An inverse problem for the wave equation with one measurement and the pseudorandom noise

Abstract: We consider the wave equation $(\p_t^2-\Delta_g)u(t,x)=f(t,x)$, in $\R^n$, $u|{\R-\times \R^n}=0$, where the metric $g=(g_{jk}(x)){j,k=1}^n$ is known outside an open and bounded set $M\subset \R^n$ with smooth boundary $\p M$. We define a deterministic source $f(t,x)$ called the pseudorandom noise as a sum of point sources, $f(t,x)=\sum{j=1}^\infty a_j\delta_{x_j}(x)\delta(t)$, where the points $x_j,\ j\in\Z_+$, form a dense set on $\p M$. We show that when the weights $a_j$ are chosen appropriately, $u|_{\R\times \p M}$ determines the scattering relation on $\p M$, that is, it determines for all geodesics which pass through $M$ the travel times together with the entering and exit points and directions. The wave $u(t,x)$ contains the singularities produced by all point sources, but when $a_j=\lambda^{-\lambda^{j}}$ for some $\lambda>1$, we can trace back the point source that produced a given singularity in the data.
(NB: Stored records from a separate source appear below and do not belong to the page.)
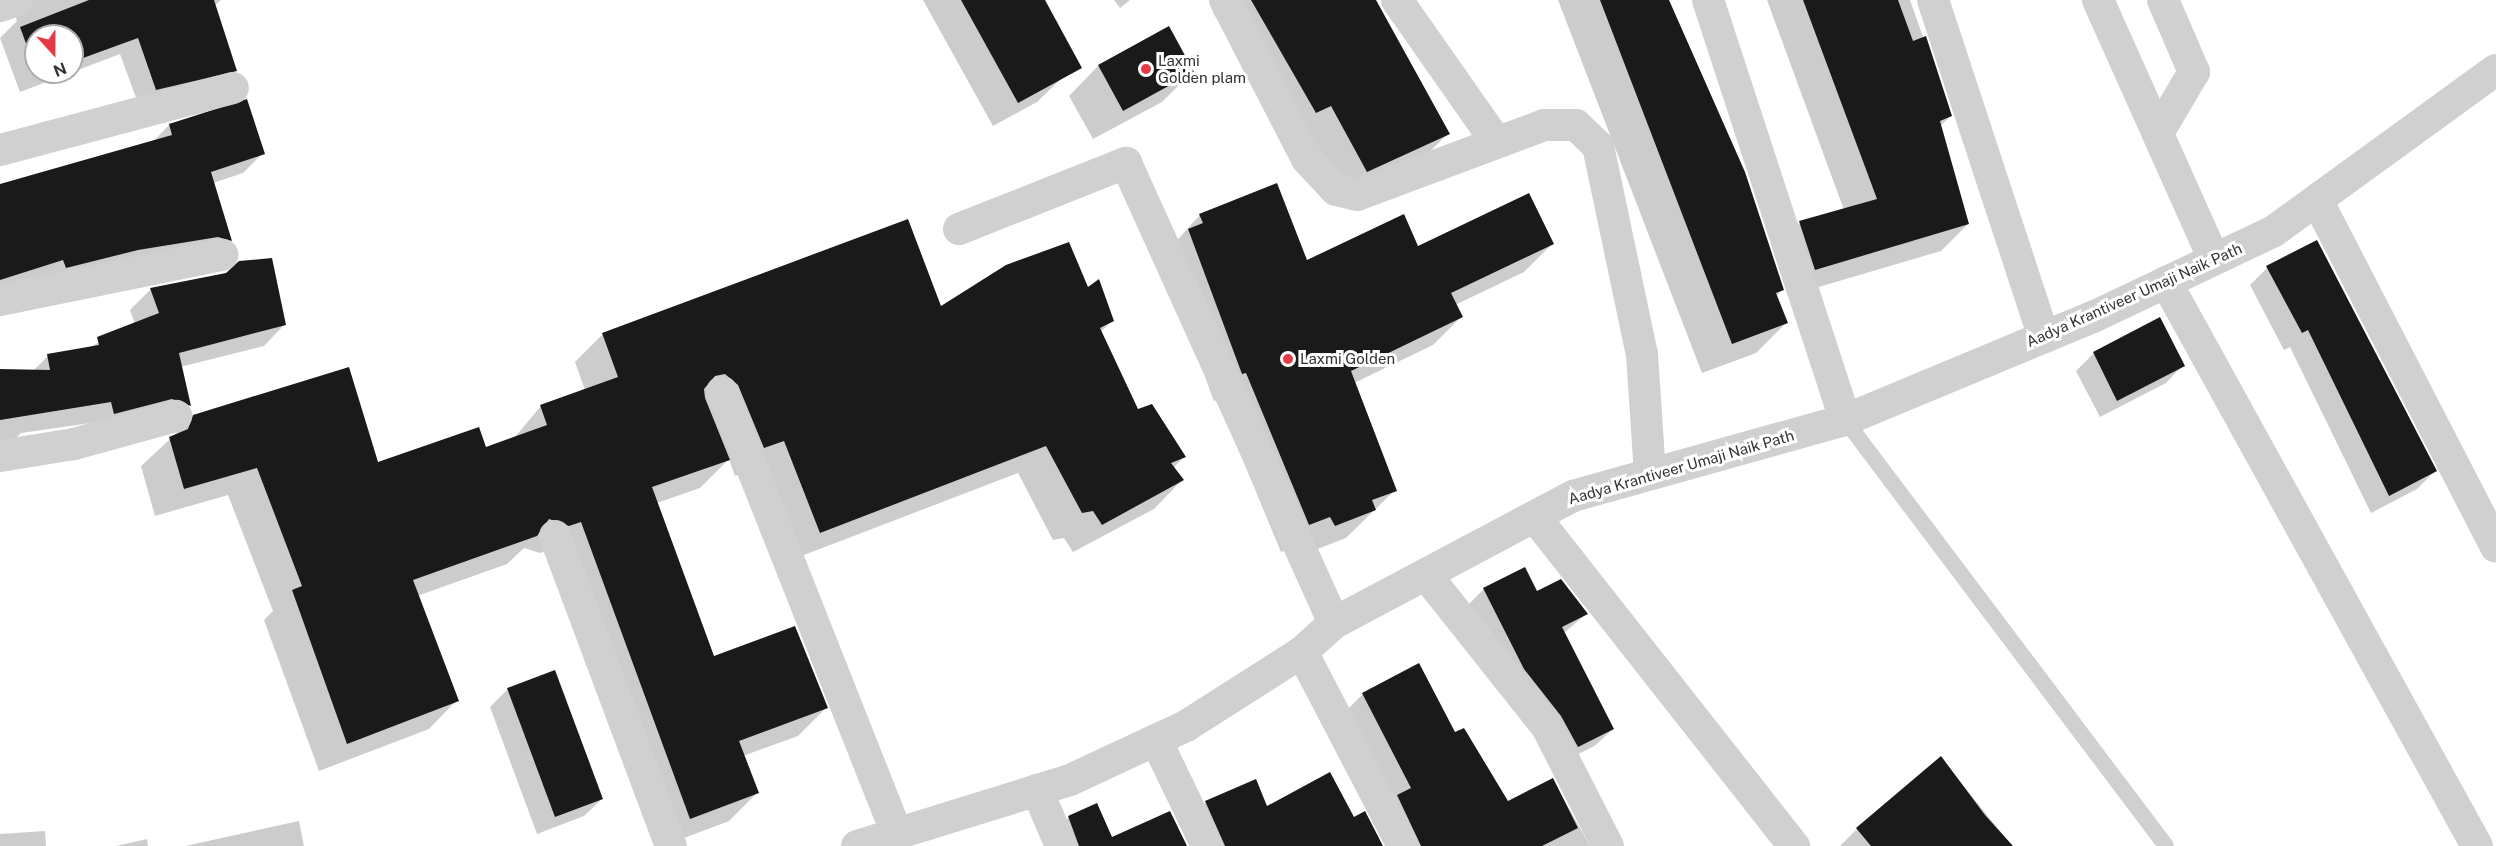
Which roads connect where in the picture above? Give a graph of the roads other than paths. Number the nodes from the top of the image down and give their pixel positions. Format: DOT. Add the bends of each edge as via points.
graph roads {
  1 [pos="17,0"];
  2 [pos="1225,0"];
  3 [pos="1397,0"];
  4 [pos="1708,0"];
  5 [pos="1932,0"];
  6 [pos="2098,0"];
  7 [pos="2163,0"];
  8 [pos="0,6"];
  9 [pos="2491,84"];
  10 [pos="233,88"];
  11 [pos="2158,133"];
  12 [pos="1497,142"];
  13 [pos="0,150"];
  14 [pos="2317,200"];
  15 [pos="959,229"];
  16 [pos="222,255"];
  17 [pos="2214,259"];
  18 [pos="2166,282"];
  19 [pos="0,300"];
  20 [pos="2044,337"];
  21 [pos="722,392"];
  22 [pos="176,416"];
  23 [pos="1845,420"];
  24 [pos="0,456"];
  25 [pos="1650,474"];
  26 [pos="1535,517"];
  27 [pos="555,536"];
  28 [pos="2496,547"];
  29 [pos="1427,576"];
  30 [pos="1334,623"];
  31 [pos="1302,652"];
  32 [pos="1156,740"];
  33 [pos="1037,790"];
  34 [pos="897,834"];
  35 [pos="671,846"];
  36 [pos="856,846"];
  37 [pos="1061,846"];
  38 [pos="1207,846"];
  39 [pos="1403,846"];
  40 [pos="1608,846"];
  41 [pos="1794,846"];
  42 [pos="2166,846"];
  43 [pos="2477,846"];
  1 -- 8 [label="street"];
  2 -- 12 [label="street" via="1307,159 1336,190 1357,195"];
  3 -- 12 [label="street"];
  4 -- 23 [label="street"];
  5 -- 20 [label="street"];
  6 -- 11 [label="street"];
  7 -- 11 [label="street" via="2194,72"];
  9 -- 14 [label="street, Aadya Krantiveer Umaji Naik Path"];
  10 -- 13 [label="street"];
  11 -- 17 [label="street"];
  12 -- 25 [label="street" via="1544,125 1576,125 1598,146 1642,354"];
  14 -- 17 [label="street, Aadya Krantiveer Umaji Naik Path" via="2274,231"];
  14 -- 28 [label="street"];
  15 -- 30 [label="street" via="1126,163"];
  16 -- 19 [label="street"];
  17 -- 18 [label="street, Aadya Krantiveer Umaji Naik Path"];
  18 -- 20 [label="street, Aadya Krantiveer Umaji Naik Path"];
  18 -- 43 [label="street"];
  20 -- 23 [label="street, Aadya Krantiveer Umaji Naik Path"];
  21 -- 34 [label="street"];
  22 -- 24 [label="street" via="74,444"];
  23 -- 25 [label="street, Aadya Krantiveer Umaji Naik Path"];
  23 -- 42 [label="lane"];
  25 -- 26 [label="street, Aadya Krantiveer Umaji Naik Path" via="1573,496"];
  26 -- 29 [label="street, Aadya Krantiveer Umaji Naik Path"];
  26 -- 41 [label="street"];
  27 -- 35 [label="street"];
  29 -- 30 [label="street, Aadya Krantiveer Umaji Naik Path"];
  29 -- 40 [label="street" via="1547,727"];
  30 -- 31 [label="street, Aadya Krantiveer Umaji Naik Path"];
  31 -- 32 [label="street, Aadya Krantiveer Umaji Naik Path"];
  31 -- 39 [label="street"];
  32 -- 33 [label="street, Aadya Krantiveer Umaji Naik Path"];
  32 -- 38 [label="street"];
  33 -- 34 [label="street, Aadya Krantiveer Umaji Naik Path"];
  33 -- 37 [label="street"];
  34 -- 36 [label="street, Aadya Krantiveer Umaji Naik Path"];
}
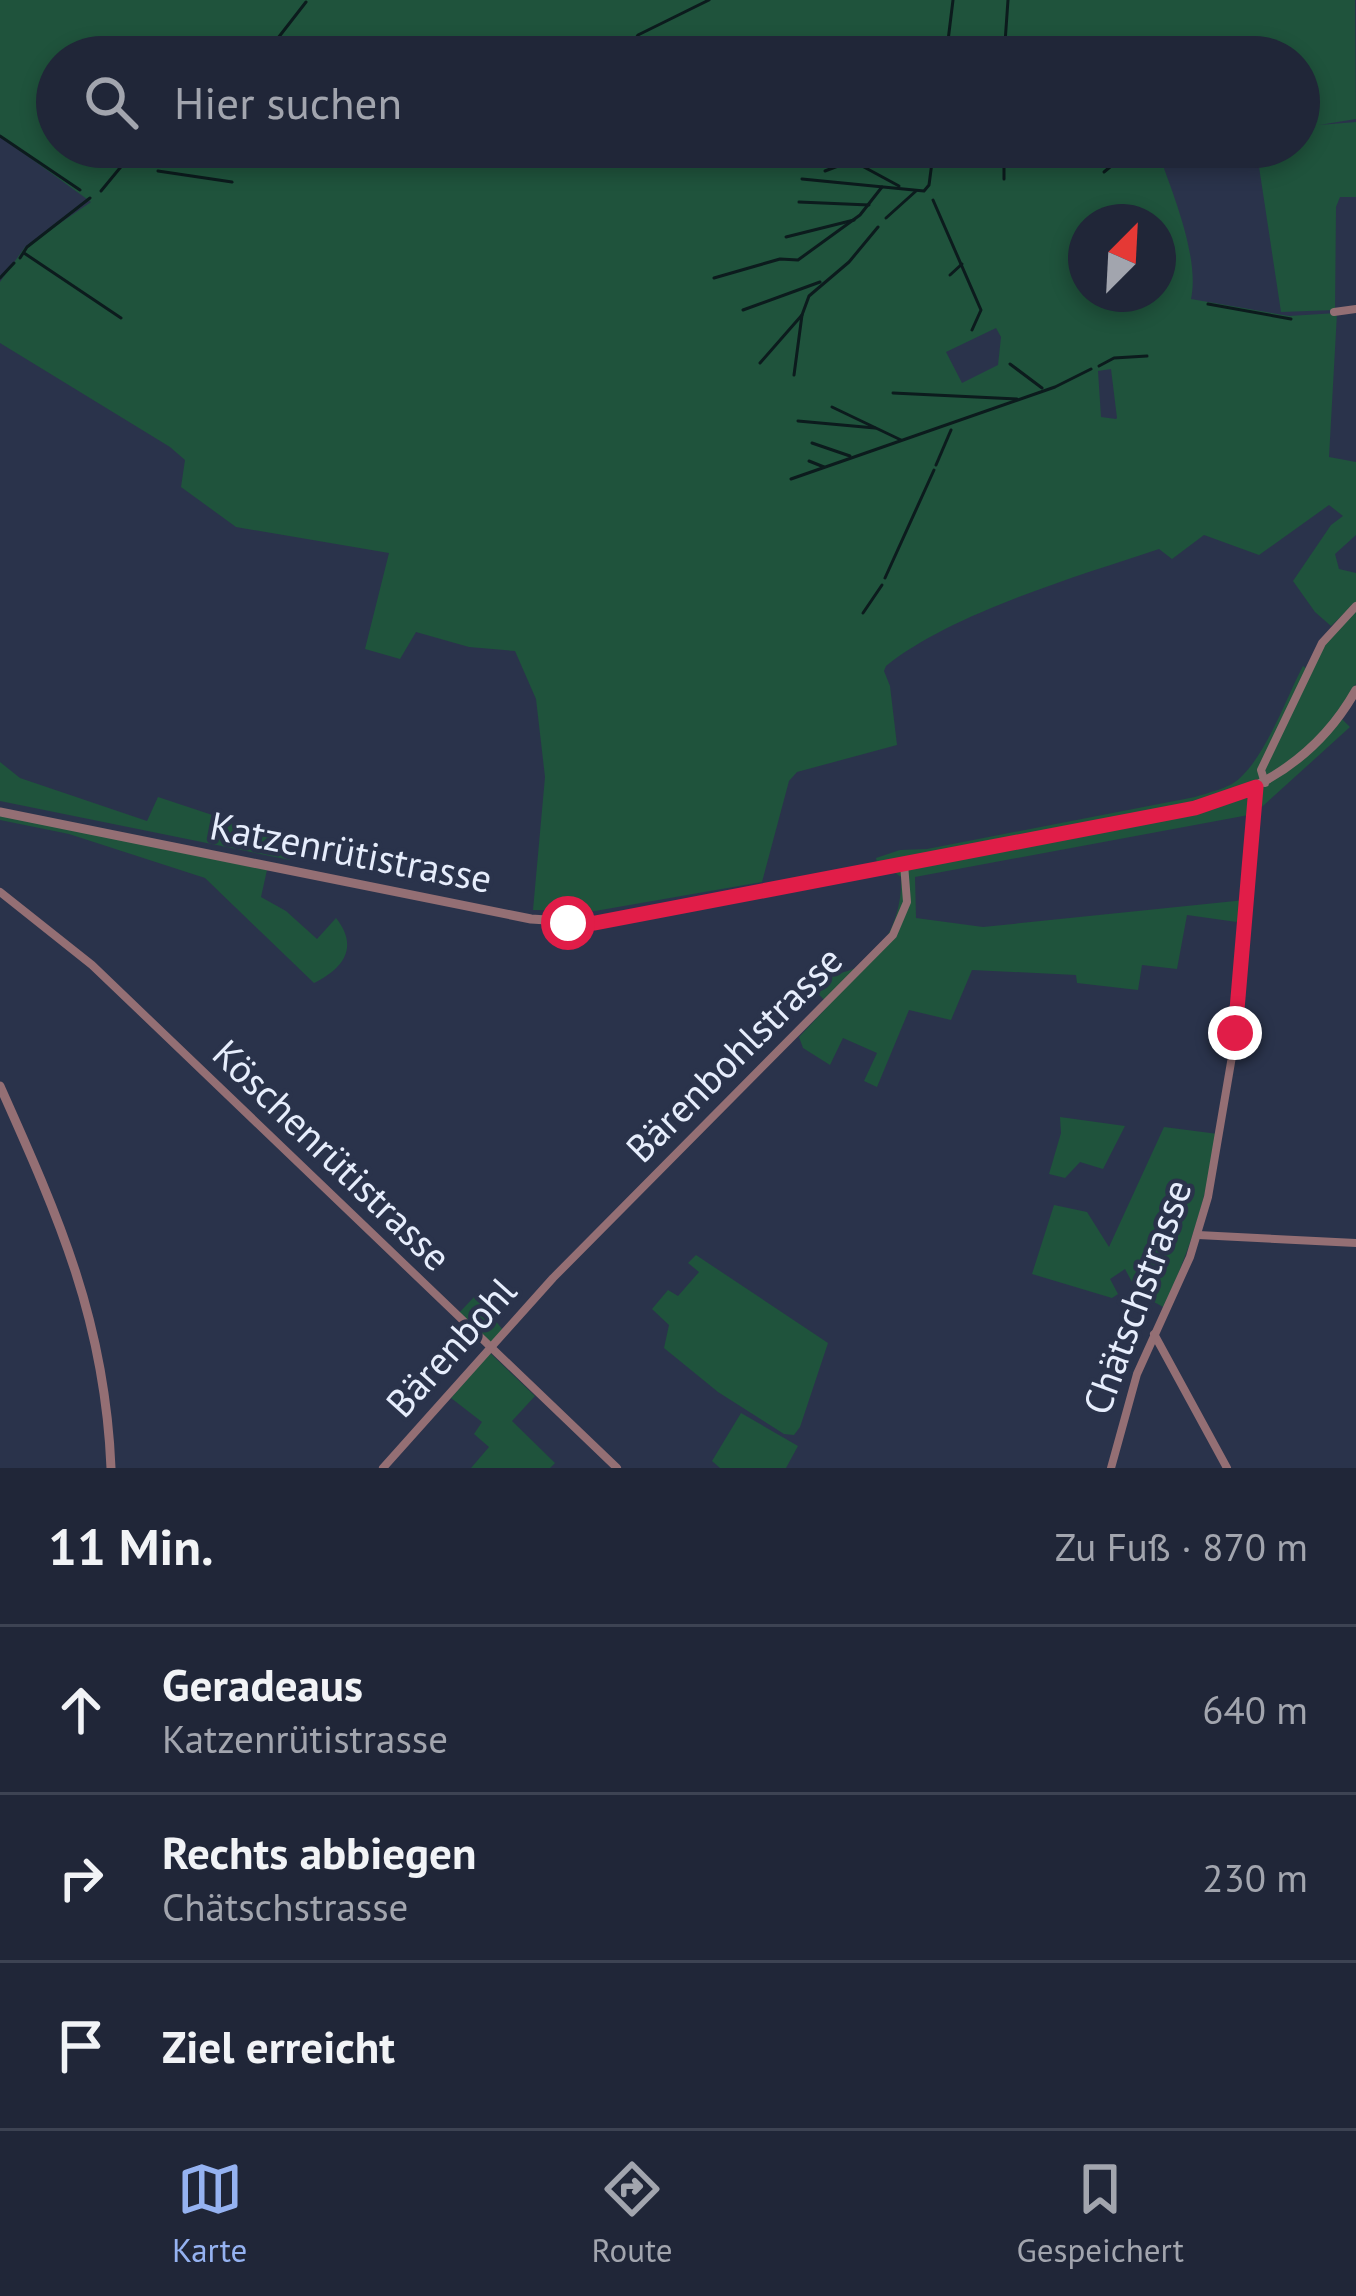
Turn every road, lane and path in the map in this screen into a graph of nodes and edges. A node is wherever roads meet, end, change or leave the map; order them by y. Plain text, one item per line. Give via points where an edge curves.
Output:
1 (1356, 309) edge
2 (1334, 311) dead end
3 (1356, 606) edge
4 (1356, 690) edge
5 (1260, 785) junction
6 (0, 812) edge
7 (904, 864) junction
8 (0, 892) edge
9 (0, 1086) edge
10 (1198, 1235) junction
11 (1356, 1243) edge
12 (564, 1268) joint
13 (1154, 1332) junction
14 (490, 1349) junction
15 (111, 1468) edge
16 (383, 1468) edge
17 (617, 1468) edge
18 (1111, 1468) edge
19 (1227, 1468) edge

1 - 2 street
3 - 5 street, Chätschstrasse via 1322,643
4 - 5 street, Katzenrütistrasse via 1314,748
5 - 7 street, Katzenrütistrasse via 1195,808
5 - 10 street, Chätschstrasse via 1235,1033
6 - 7 street, Katzenrütistrasse via 568,923
7 - 12 street, Bärenbohlstrasse via 907,902 893,935
8 - 14 street, Köschenrütistrasse via 92,965
9 - 15 street via 82,1285 101,1363
10 - 11 street
10 - 13 street, Chätschstrasse
12 - 14 street, Bärenbohl
13 - 18 street, Chätschstrasse
13 - 19 street
14 - 16 street, Bärenbohl
14 - 17 street, Köschenrütistrasse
This gives us the distance in $(\R^n, g)$ between a source point $x_j$ and an arbitrary point $y \in \p M$. In particular, if $(\bar M,g)$ is a simple Riemannian manifold and $g$ is conformally Euclidian in $\bar M$, these distances are known to determine the metric $g$ in $M$. In the case when $(\bar M,g)$ is non-simple we present a more detailed analysis of the wave fronts yielding the scattering relation on $\p M$.